**YOUR OBJECTIVE**. Down to the last line below, give the listing again exactly.

··· SOURCE INFORMATION ···

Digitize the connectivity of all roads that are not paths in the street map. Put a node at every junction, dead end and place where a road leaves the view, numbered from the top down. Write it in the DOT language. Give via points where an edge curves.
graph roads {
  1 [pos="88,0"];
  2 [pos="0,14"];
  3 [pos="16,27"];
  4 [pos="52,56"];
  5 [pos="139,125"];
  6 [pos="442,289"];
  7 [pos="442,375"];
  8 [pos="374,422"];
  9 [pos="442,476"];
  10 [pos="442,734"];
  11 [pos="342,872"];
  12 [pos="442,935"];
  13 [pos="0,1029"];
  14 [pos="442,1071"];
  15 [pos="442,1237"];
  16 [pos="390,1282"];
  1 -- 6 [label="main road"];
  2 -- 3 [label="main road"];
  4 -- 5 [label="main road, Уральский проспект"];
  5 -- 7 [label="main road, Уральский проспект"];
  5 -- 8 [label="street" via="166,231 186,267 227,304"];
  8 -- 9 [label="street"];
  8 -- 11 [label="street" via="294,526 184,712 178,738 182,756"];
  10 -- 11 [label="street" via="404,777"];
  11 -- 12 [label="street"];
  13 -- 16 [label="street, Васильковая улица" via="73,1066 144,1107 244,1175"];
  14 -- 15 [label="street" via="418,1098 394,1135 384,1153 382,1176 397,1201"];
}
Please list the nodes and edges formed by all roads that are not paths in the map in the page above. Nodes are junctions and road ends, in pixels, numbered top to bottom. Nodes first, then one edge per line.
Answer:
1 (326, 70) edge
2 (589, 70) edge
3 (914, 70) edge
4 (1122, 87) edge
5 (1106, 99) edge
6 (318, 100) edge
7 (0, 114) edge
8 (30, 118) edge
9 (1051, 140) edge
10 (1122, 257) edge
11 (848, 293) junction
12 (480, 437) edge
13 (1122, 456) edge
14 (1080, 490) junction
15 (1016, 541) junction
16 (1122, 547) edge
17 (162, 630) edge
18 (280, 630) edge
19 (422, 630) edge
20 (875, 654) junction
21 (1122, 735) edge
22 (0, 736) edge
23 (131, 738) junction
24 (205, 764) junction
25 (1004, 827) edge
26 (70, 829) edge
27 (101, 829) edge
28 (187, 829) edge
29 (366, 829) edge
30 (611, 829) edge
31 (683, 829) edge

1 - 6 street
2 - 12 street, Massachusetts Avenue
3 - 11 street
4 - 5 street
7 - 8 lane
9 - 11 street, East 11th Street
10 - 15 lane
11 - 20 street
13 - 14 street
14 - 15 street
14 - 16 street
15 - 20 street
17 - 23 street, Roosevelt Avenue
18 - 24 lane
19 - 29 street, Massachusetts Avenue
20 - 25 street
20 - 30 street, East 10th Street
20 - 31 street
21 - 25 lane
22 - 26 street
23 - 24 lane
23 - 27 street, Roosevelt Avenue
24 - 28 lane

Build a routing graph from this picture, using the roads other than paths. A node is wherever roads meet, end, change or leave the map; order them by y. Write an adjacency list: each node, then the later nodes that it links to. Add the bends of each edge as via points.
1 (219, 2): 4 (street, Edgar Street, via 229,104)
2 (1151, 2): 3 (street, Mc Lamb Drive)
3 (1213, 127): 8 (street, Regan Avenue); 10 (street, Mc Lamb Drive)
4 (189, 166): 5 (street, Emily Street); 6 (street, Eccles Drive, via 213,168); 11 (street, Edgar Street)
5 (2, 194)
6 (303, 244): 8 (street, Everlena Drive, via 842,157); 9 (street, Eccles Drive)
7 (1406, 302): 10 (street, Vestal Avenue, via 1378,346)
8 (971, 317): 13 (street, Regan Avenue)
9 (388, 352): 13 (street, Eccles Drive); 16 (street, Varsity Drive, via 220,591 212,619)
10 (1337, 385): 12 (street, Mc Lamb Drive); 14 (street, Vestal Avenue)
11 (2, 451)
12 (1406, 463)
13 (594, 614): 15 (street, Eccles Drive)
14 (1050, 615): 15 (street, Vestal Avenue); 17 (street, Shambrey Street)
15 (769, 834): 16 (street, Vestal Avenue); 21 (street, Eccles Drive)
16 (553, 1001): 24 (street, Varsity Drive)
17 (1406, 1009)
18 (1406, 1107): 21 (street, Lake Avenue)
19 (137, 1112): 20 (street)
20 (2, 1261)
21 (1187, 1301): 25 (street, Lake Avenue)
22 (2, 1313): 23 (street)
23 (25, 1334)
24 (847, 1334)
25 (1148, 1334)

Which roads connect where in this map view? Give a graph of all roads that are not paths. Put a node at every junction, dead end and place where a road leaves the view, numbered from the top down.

···

**COMPLETED EXERCISE**.
Digitize the connectivity of all roads that are not paths in the street map. Put a node at every junction, dead end and place where a road leaves the view, numbered from the top down. Write it in the DOT language. Give via points where an edge curves.
graph roads {
  1 [pos="88,0"];
  2 [pos="0,14"];
  3 [pos="16,27"];
  4 [pos="52,56"];
  5 [pos="139,125"];
  6 [pos="442,289"];
  7 [pos="442,375"];
  8 [pos="374,422"];
  9 [pos="442,476"];
  10 [pos="442,734"];
  11 [pos="342,872"];
  12 [pos="442,935"];
  13 [pos="0,1029"];
  14 [pos="442,1071"];
  15 [pos="442,1237"];
  16 [pos="390,1282"];
  1 -- 6 [label="main road"];
  2 -- 3 [label="main road"];
  4 -- 5 [label="main road, Уральский проспект"];
  5 -- 7 [label="main road, Уральский проспект"];
  5 -- 8 [label="street" via="166,231 186,267 227,304"];
  8 -- 9 [label="street"];
  8 -- 11 [label="street" via="294,526 184,712 178,738 182,756"];
  10 -- 11 [label="street" via="404,777"];
  11 -- 12 [label="street"];
  13 -- 16 [label="street, Васильковая улица" via="73,1066 144,1107 244,1175"];
  14 -- 15 [label="street" via="418,1098 394,1135 384,1153 382,1176 397,1201"];
}
Please list the nodes and edges formed by all roads that are not paths in the map in the page above. Nodes are junctions and road ends, in pixels, numbered top to bottom. Nodes first, then one edge per line.
Answer:
1 (326, 70) edge
2 (589, 70) edge
3 (914, 70) edge
4 (1122, 87) edge
5 (1106, 99) edge
6 (318, 100) edge
7 (0, 114) edge
8 (30, 118) edge
9 (1051, 140) edge
10 (1122, 257) edge
11 (848, 293) junction
12 (480, 437) edge
13 (1122, 456) edge
14 (1080, 490) junction
15 (1016, 541) junction
16 (1122, 547) edge
17 (162, 630) edge
18 (280, 630) edge
19 (422, 630) edge
20 (875, 654) junction
21 (1122, 735) edge
22 (0, 736) edge
23 (131, 738) junction
24 (205, 764) junction
25 (1004, 827) edge
26 (70, 829) edge
27 (101, 829) edge
28 (187, 829) edge
29 (366, 829) edge
30 (611, 829) edge
31 (683, 829) edge

1 - 6 street
2 - 12 street, Massachusetts Avenue
3 - 11 street
4 - 5 street
7 - 8 lane
9 - 11 street, East 11th Street
10 - 15 lane
11 - 20 street
13 - 14 street
14 - 15 street
14 - 16 street
15 - 20 street
17 - 23 street, Roosevelt Avenue
18 - 24 lane
19 - 29 street, Massachusetts Avenue
20 - 25 street
20 - 30 street, East 10th Street
20 - 31 street
21 - 25 lane
22 - 26 street
23 - 24 lane
23 - 27 street, Roosevelt Avenue
24 - 28 lane

Build a routing graph from this picture, using the roads other than paths. A node is wherever roads meet, end, change or leave the map; order them by y. Write an adjacency list: each node, then the later nodes that it links to. Add the bends of each edge as via points.
1 (219, 2): 4 (street, Edgar Street, via 229,104)
2 (1151, 2): 3 (street, Mc Lamb Drive)
3 (1213, 127): 8 (street, Regan Avenue); 10 (street, Mc Lamb Drive)
4 (189, 166): 5 (street, Emily Street); 6 (street, Eccles Drive, via 213,168); 11 (street, Edgar Street)
5 (2, 194)
6 (303, 244): 8 (street, Everlena Drive, via 842,157); 9 (street, Eccles Drive)
7 (1406, 302): 10 (street, Vestal Avenue, via 1378,346)
8 (971, 317): 13 (street, Regan Avenue)
9 (388, 352): 13 (street, Eccles Drive); 16 (street, Varsity Drive, via 220,591 212,619)
10 (1337, 385): 12 (street, Mc Lamb Drive); 14 (street, Vestal Avenue)
11 (2, 451)
12 (1406, 463)
13 (594, 614): 15 (street, Eccles Drive)
14 (1050, 615): 15 (street, Vestal Avenue); 17 (street, Shambrey Street)
15 (769, 834): 16 (street, Vestal Avenue); 21 (street, Eccles Drive)
16 (553, 1001): 24 (street, Varsity Drive)
17 (1406, 1009)
18 (1406, 1107): 21 (street, Lake Avenue)
19 (137, 1112): 20 (street)
20 (2, 1261)
21 (1187, 1301): 25 (street, Lake Avenue)
22 (2, 1313): 23 (street)
23 (25, 1334)
24 (847, 1334)
25 (1148, 1334)

Which roads connect where in this map view? Give a graph of all roads that are not paths. Put a node at every junction, dead end and place where a road leaves the view, numbered from the top down.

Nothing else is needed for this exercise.